[Stored data entries]
==============================

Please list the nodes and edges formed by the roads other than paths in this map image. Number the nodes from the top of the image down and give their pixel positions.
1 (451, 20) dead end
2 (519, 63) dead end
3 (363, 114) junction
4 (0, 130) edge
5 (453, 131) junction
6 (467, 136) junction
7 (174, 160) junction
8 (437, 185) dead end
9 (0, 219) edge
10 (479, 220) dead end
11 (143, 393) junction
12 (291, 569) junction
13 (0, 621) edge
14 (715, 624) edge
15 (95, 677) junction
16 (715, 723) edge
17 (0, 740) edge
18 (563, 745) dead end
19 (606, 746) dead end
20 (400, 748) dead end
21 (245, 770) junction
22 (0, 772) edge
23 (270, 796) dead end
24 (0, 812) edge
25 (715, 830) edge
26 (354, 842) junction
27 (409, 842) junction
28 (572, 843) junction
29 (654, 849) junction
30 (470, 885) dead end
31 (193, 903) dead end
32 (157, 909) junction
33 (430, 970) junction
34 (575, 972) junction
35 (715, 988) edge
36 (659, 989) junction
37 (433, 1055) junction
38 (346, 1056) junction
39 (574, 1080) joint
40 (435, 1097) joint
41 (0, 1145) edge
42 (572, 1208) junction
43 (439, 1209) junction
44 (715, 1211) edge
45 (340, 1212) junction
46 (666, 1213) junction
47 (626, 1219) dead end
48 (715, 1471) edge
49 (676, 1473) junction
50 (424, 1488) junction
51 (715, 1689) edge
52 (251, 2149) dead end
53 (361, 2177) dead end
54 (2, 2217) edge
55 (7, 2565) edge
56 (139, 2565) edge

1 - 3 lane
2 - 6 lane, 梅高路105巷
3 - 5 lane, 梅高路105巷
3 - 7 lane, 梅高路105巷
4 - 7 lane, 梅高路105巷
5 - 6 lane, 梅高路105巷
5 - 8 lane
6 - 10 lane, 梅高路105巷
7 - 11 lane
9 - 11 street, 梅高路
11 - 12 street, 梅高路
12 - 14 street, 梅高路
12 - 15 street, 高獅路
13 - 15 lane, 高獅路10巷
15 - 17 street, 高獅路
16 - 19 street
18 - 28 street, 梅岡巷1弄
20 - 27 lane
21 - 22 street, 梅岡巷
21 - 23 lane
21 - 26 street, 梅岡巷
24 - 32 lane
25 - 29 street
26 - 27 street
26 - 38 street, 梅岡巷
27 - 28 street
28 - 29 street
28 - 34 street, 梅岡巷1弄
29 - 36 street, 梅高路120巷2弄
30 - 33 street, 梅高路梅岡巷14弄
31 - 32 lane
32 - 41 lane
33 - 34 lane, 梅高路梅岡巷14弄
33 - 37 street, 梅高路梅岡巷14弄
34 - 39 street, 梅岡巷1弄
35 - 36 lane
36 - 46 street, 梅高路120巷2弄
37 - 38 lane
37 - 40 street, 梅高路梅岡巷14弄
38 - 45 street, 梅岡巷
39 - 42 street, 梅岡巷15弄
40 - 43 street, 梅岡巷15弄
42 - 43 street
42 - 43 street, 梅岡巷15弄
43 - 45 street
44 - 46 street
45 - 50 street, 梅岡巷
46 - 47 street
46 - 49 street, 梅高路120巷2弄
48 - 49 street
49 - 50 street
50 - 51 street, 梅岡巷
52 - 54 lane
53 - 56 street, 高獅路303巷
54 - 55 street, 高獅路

==============================

◆ Problem description:
Copy out every entry again, exactly as it was given.

◆ Expected answer:
Please list the nodes and edges formed by the roads other than paths in this map image. Number the nodes from the top of the image down and give their pixel positions.
1 (451, 20) dead end
2 (519, 63) dead end
3 (363, 114) junction
4 (0, 130) edge
5 (453, 131) junction
6 (467, 136) junction
7 (174, 160) junction
8 (437, 185) dead end
9 (0, 219) edge
10 (479, 220) dead end
11 (143, 393) junction
12 (291, 569) junction
13 (0, 621) edge
14 (715, 624) edge
15 (95, 677) junction
16 (715, 723) edge
17 (0, 740) edge
18 (563, 745) dead end
19 (606, 746) dead end
20 (400, 748) dead end
21 (245, 770) junction
22 (0, 772) edge
23 (270, 796) dead end
24 (0, 812) edge
25 (715, 830) edge
26 (354, 842) junction
27 (409, 842) junction
28 (572, 843) junction
29 (654, 849) junction
30 (470, 885) dead end
31 (193, 903) dead end
32 (157, 909) junction
33 (430, 970) junction
34 (575, 972) junction
35 (715, 988) edge
36 (659, 989) junction
37 (433, 1055) junction
38 (346, 1056) junction
39 (574, 1080) joint
40 (435, 1097) joint
41 (0, 1145) edge
42 (572, 1208) junction
43 (439, 1209) junction
44 (715, 1211) edge
45 (340, 1212) junction
46 (666, 1213) junction
47 (626, 1219) dead end
48 (715, 1471) edge
49 (676, 1473) junction
50 (424, 1488) junction
51 (715, 1689) edge
52 (251, 2149) dead end
53 (361, 2177) dead end
54 (2, 2217) edge
55 (7, 2565) edge
56 (139, 2565) edge

1 - 3 lane
2 - 6 lane, 梅高路105巷
3 - 5 lane, 梅高路105巷
3 - 7 lane, 梅高路105巷
4 - 7 lane, 梅高路105巷
5 - 6 lane, 梅高路105巷
5 - 8 lane
6 - 10 lane, 梅高路105巷
7 - 11 lane
9 - 11 street, 梅高路
11 - 12 street, 梅高路
12 - 14 street, 梅高路
12 - 15 street, 高獅路
13 - 15 lane, 高獅路10巷
15 - 17 street, 高獅路
16 - 19 street
18 - 28 street, 梅岡巷1弄
20 - 27 lane
21 - 22 street, 梅岡巷
21 - 23 lane
21 - 26 street, 梅岡巷
24 - 32 lane
25 - 29 street
26 - 27 street
26 - 38 street, 梅岡巷
27 - 28 street
28 - 29 street
28 - 34 street, 梅岡巷1弄
29 - 36 street, 梅高路120巷2弄
30 - 33 street, 梅高路梅岡巷14弄
31 - 32 lane
32 - 41 lane
33 - 34 lane, 梅高路梅岡巷14弄
33 - 37 street, 梅高路梅岡巷14弄
34 - 39 street, 梅岡巷1弄
35 - 36 lane
36 - 46 street, 梅高路120巷2弄
37 - 38 lane
37 - 40 street, 梅高路梅岡巷14弄
38 - 45 street, 梅岡巷
39 - 42 street, 梅岡巷15弄
40 - 43 street, 梅岡巷15弄
42 - 43 street
42 - 43 street, 梅岡巷15弄
43 - 45 street
44 - 46 street
45 - 50 street, 梅岡巷
46 - 47 street
46 - 49 street, 梅高路120巷2弄
48 - 49 street
49 - 50 street
50 - 51 street, 梅岡巷
52 - 54 lane
53 - 56 street, 高獅路303巷
54 - 55 street, 高獅路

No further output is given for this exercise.